What you need to do: The answer must be every line from the entries below that contains "down".

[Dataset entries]
□ □ □ □
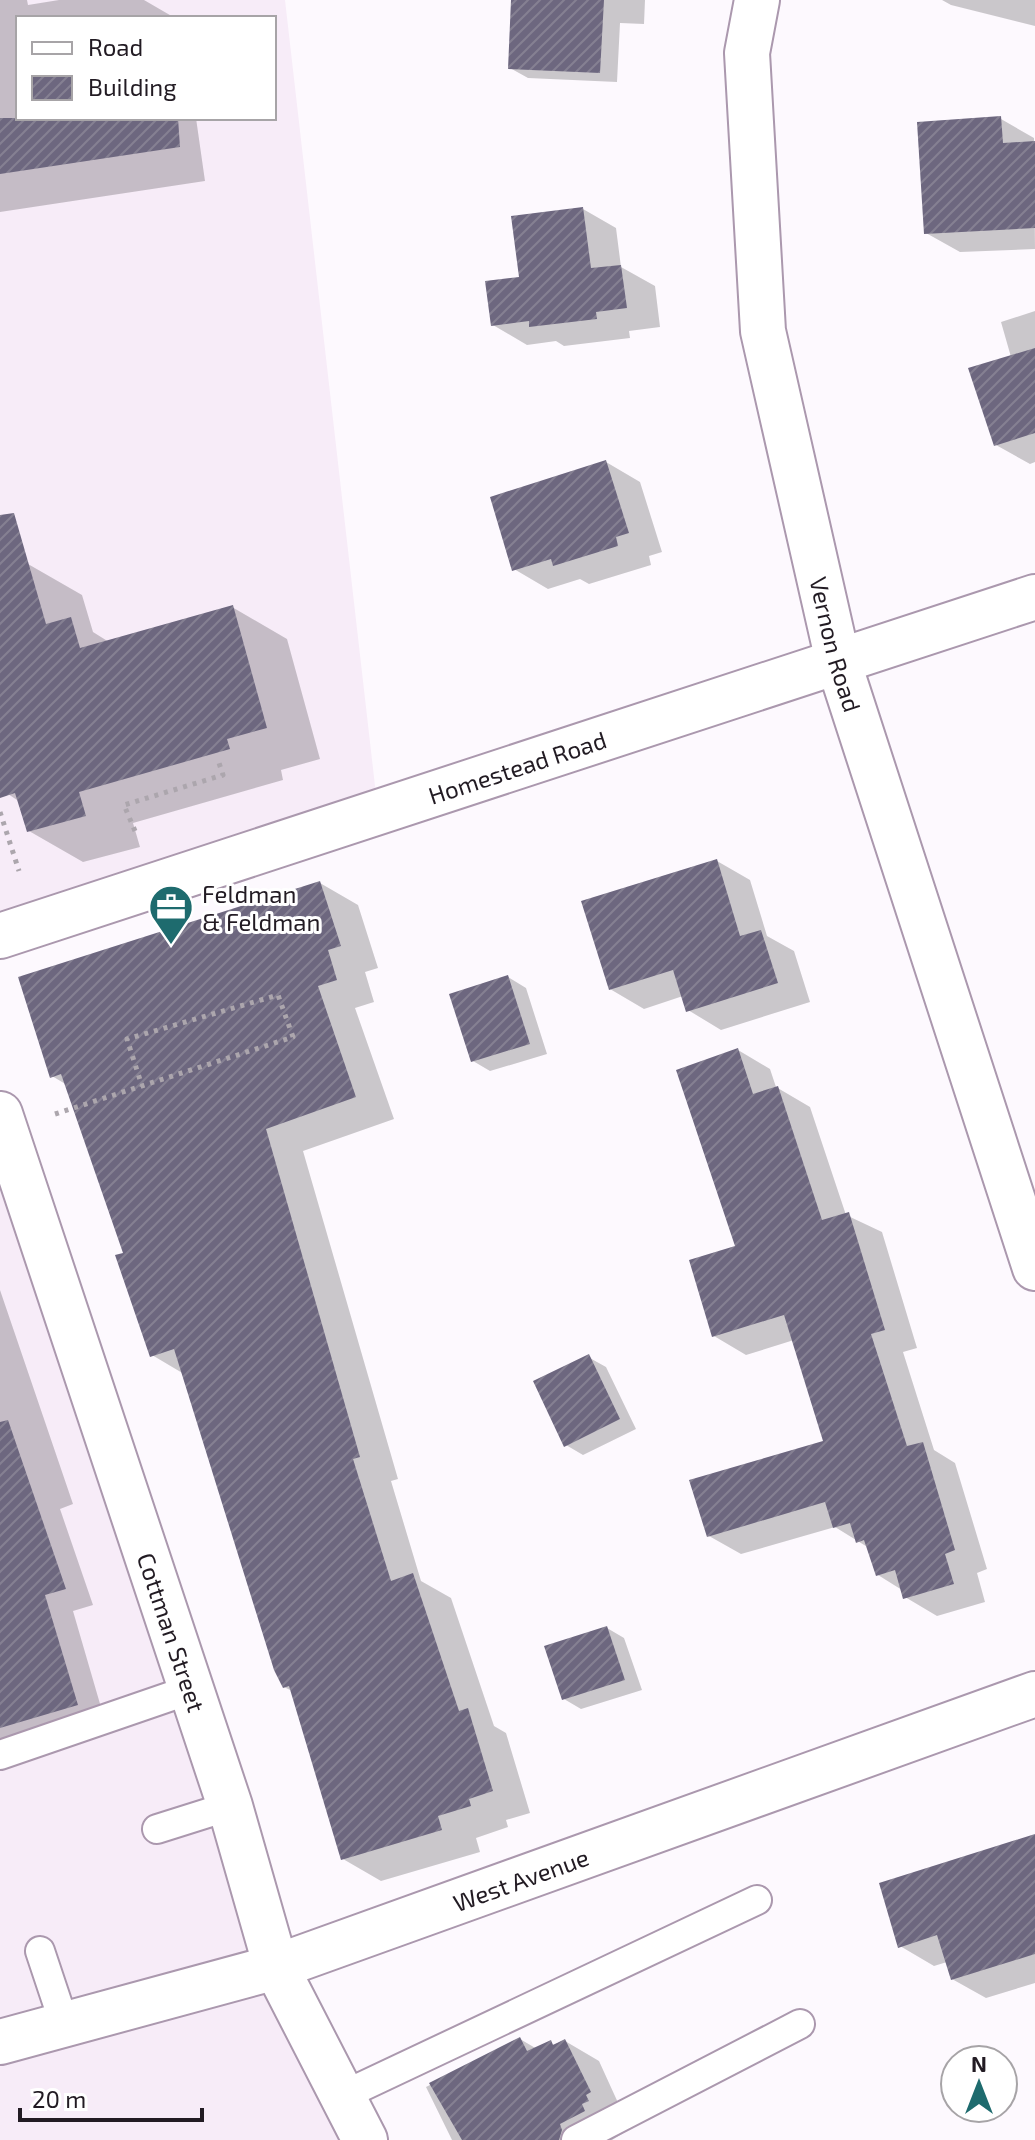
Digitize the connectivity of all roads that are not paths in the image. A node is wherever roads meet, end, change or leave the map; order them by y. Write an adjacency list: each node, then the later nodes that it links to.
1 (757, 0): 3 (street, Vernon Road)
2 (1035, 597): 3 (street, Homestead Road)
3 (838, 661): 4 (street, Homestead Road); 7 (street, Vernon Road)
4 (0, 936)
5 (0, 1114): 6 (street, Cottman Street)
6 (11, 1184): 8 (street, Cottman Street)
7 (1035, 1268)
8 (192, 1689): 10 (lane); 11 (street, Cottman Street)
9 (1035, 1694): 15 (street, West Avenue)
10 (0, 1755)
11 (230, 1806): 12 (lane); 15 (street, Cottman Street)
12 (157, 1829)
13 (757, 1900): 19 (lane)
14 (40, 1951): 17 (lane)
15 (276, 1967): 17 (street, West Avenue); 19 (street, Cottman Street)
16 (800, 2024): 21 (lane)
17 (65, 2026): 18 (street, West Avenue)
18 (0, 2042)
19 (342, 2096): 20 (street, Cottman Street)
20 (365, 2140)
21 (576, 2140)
□ □ □ □
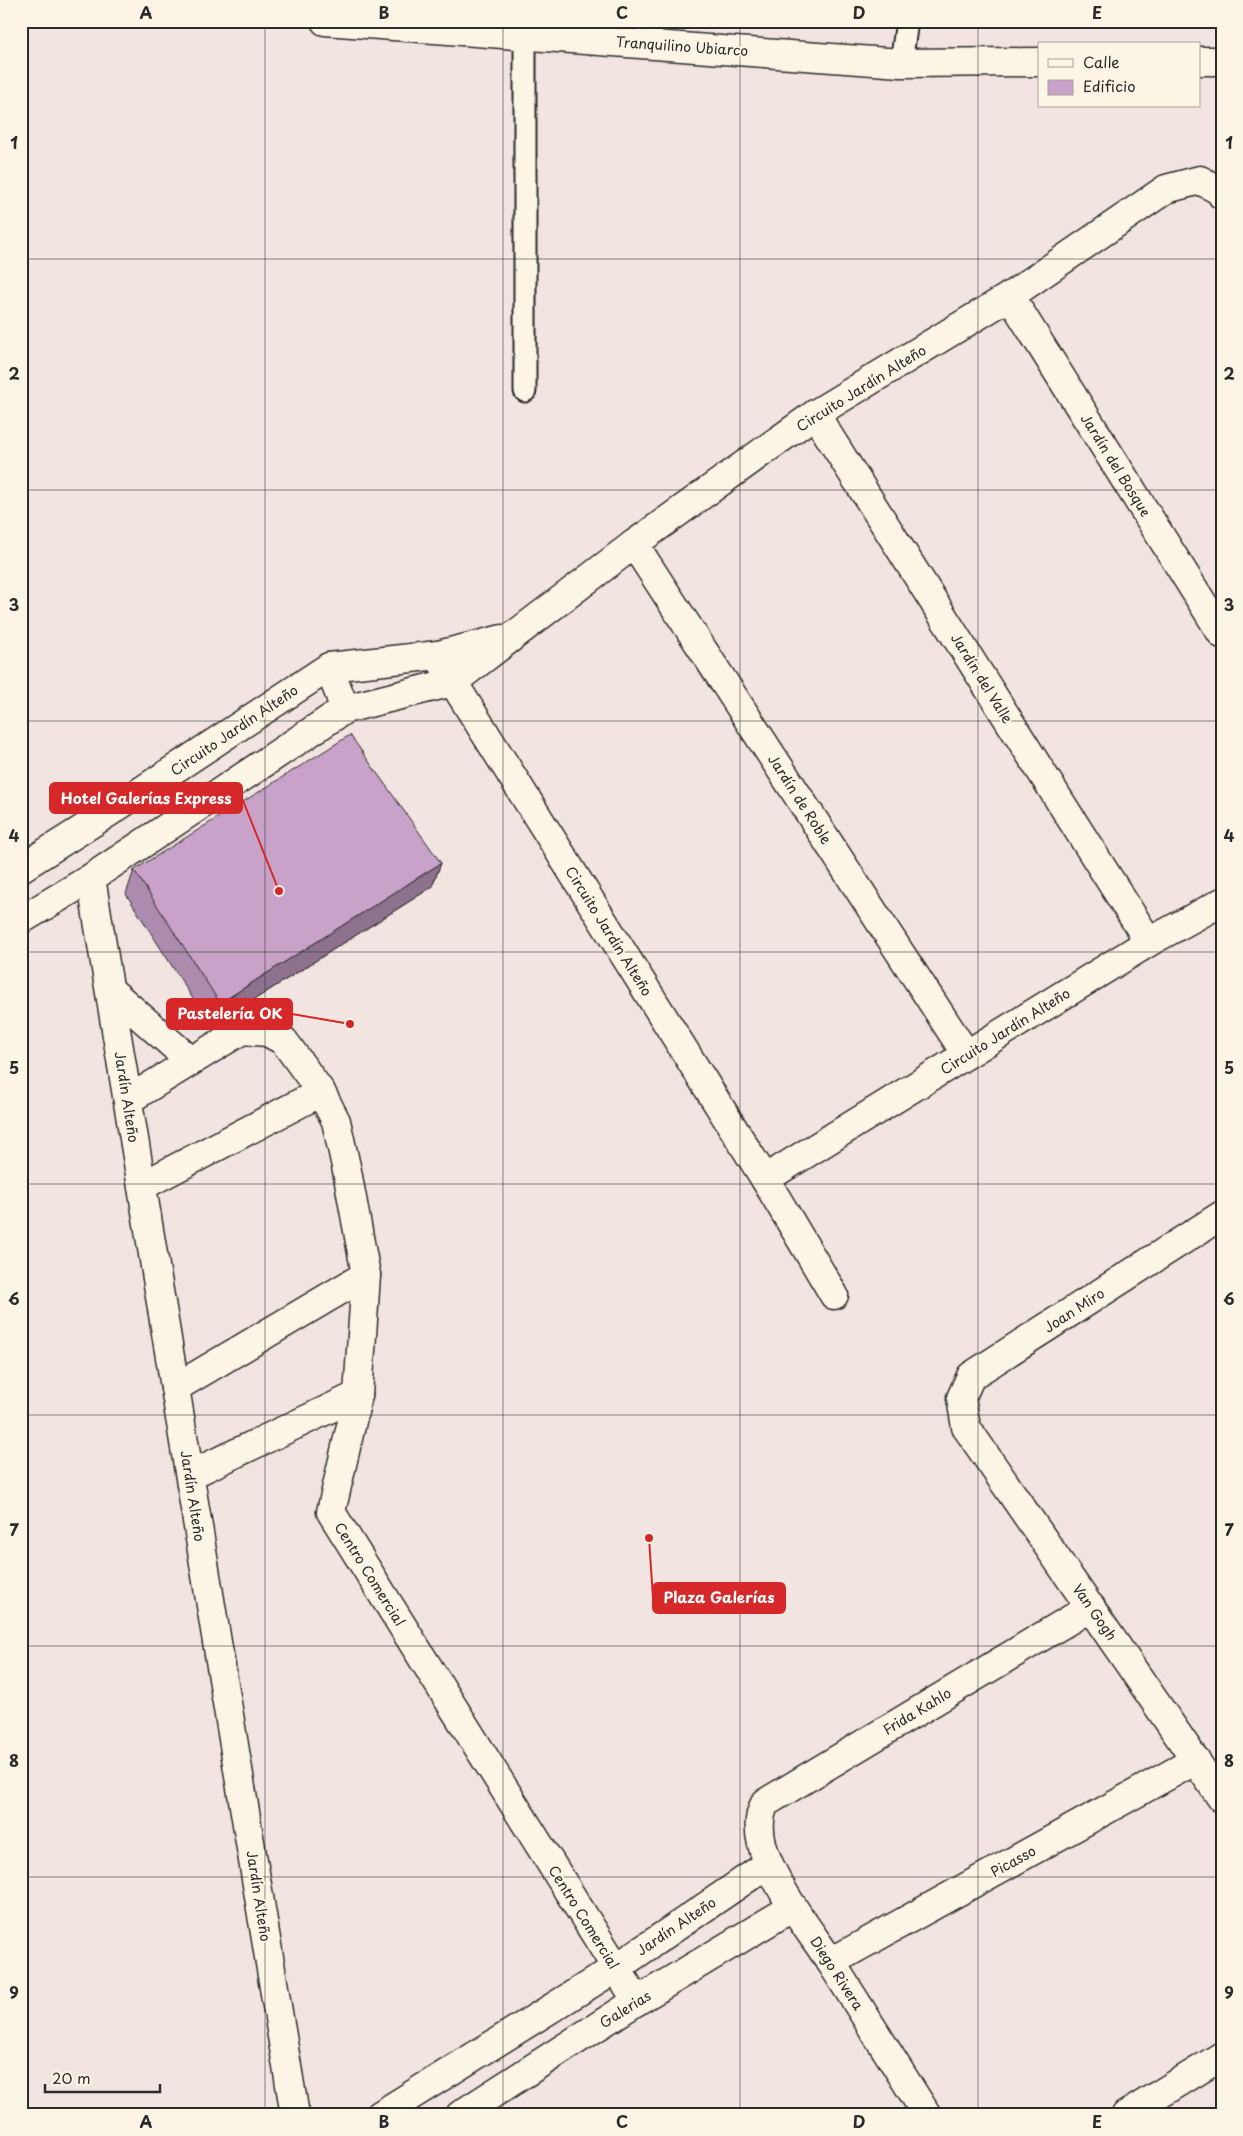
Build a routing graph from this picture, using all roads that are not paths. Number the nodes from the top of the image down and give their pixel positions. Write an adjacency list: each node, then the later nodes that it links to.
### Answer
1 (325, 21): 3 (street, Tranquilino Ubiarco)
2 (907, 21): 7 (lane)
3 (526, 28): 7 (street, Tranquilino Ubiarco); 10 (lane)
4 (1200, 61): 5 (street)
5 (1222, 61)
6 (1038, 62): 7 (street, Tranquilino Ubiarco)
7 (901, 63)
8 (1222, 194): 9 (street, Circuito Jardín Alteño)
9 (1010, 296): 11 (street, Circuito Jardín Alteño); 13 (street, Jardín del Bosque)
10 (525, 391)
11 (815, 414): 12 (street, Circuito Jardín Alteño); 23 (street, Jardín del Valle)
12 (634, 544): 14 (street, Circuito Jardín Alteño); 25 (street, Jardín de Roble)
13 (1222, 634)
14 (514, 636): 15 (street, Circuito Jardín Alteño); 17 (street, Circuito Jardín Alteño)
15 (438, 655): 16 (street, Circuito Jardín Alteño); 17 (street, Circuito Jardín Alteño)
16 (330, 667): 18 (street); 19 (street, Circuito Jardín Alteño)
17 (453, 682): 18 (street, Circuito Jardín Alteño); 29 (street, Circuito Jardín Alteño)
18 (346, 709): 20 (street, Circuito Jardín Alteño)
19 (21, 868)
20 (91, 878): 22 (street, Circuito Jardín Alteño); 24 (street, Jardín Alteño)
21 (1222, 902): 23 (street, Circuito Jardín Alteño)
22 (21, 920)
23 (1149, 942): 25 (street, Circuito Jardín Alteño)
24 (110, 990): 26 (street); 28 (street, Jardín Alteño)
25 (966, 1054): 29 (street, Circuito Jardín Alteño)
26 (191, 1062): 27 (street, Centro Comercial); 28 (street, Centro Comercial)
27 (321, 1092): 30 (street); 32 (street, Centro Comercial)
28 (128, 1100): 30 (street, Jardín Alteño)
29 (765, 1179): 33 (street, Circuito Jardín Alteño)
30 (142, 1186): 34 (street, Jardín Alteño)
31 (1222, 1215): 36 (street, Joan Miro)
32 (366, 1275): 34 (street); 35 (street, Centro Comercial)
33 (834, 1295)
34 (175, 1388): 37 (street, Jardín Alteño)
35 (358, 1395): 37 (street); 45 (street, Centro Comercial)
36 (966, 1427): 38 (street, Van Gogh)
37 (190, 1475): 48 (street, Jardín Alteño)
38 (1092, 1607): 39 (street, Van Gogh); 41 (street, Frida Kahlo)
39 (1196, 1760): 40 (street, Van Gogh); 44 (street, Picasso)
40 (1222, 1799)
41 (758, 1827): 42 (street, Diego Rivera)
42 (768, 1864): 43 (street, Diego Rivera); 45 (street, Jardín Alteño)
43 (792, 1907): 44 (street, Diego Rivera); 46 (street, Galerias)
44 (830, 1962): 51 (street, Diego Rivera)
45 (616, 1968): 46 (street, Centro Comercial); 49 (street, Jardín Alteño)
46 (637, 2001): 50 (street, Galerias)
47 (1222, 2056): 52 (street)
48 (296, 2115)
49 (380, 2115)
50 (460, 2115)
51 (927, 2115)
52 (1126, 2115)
□ □ □ □
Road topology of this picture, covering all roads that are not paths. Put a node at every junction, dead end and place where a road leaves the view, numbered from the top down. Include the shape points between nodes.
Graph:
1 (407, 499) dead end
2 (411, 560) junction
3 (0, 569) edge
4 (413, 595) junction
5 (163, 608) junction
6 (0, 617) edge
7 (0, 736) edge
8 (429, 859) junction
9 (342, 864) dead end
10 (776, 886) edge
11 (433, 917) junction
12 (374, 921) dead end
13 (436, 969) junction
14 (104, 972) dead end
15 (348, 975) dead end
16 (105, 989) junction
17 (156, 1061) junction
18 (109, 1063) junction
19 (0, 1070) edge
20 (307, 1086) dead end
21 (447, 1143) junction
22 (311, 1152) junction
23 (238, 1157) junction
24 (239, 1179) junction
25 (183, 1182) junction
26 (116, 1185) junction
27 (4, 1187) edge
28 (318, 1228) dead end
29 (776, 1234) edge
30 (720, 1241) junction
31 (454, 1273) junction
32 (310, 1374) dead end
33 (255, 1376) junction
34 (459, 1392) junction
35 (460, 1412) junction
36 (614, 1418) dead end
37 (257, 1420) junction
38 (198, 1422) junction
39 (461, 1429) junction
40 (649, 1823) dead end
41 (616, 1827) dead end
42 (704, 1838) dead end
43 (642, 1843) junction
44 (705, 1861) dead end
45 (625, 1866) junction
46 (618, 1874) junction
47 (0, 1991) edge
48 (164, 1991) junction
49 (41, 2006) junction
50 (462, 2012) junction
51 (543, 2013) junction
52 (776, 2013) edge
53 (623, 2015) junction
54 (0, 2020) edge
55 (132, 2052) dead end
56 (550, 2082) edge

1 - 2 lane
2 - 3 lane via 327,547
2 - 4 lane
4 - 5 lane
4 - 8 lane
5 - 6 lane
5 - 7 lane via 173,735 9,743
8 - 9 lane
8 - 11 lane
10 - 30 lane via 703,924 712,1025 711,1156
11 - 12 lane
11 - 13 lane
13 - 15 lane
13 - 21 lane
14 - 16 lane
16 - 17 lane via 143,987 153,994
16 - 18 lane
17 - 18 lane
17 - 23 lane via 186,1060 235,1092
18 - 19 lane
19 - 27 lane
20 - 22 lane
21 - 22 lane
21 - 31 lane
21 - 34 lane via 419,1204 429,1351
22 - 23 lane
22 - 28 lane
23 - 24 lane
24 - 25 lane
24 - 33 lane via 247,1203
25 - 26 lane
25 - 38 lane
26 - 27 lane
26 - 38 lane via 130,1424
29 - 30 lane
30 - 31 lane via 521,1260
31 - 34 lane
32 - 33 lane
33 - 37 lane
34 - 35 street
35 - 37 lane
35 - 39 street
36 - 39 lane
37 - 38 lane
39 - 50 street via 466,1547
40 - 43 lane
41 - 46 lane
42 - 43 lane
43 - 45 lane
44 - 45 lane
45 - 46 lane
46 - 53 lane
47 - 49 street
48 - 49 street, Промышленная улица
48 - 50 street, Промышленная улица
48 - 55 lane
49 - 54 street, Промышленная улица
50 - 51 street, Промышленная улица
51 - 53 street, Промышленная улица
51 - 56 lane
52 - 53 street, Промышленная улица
□ □ □ □
Solution to the exercise:
Build a routing graph from this picture, using all roads that are not paths. Number the nodes from the top of the image down and give their pixel positions. Write an adjacency list: each node, then the later nodes that it links to.
Road topology of this picture, covering all roads that are not paths. Put a node at every junction, dead end and place where a road leaves the view, numbered from the top down. Include the shape points between nodes.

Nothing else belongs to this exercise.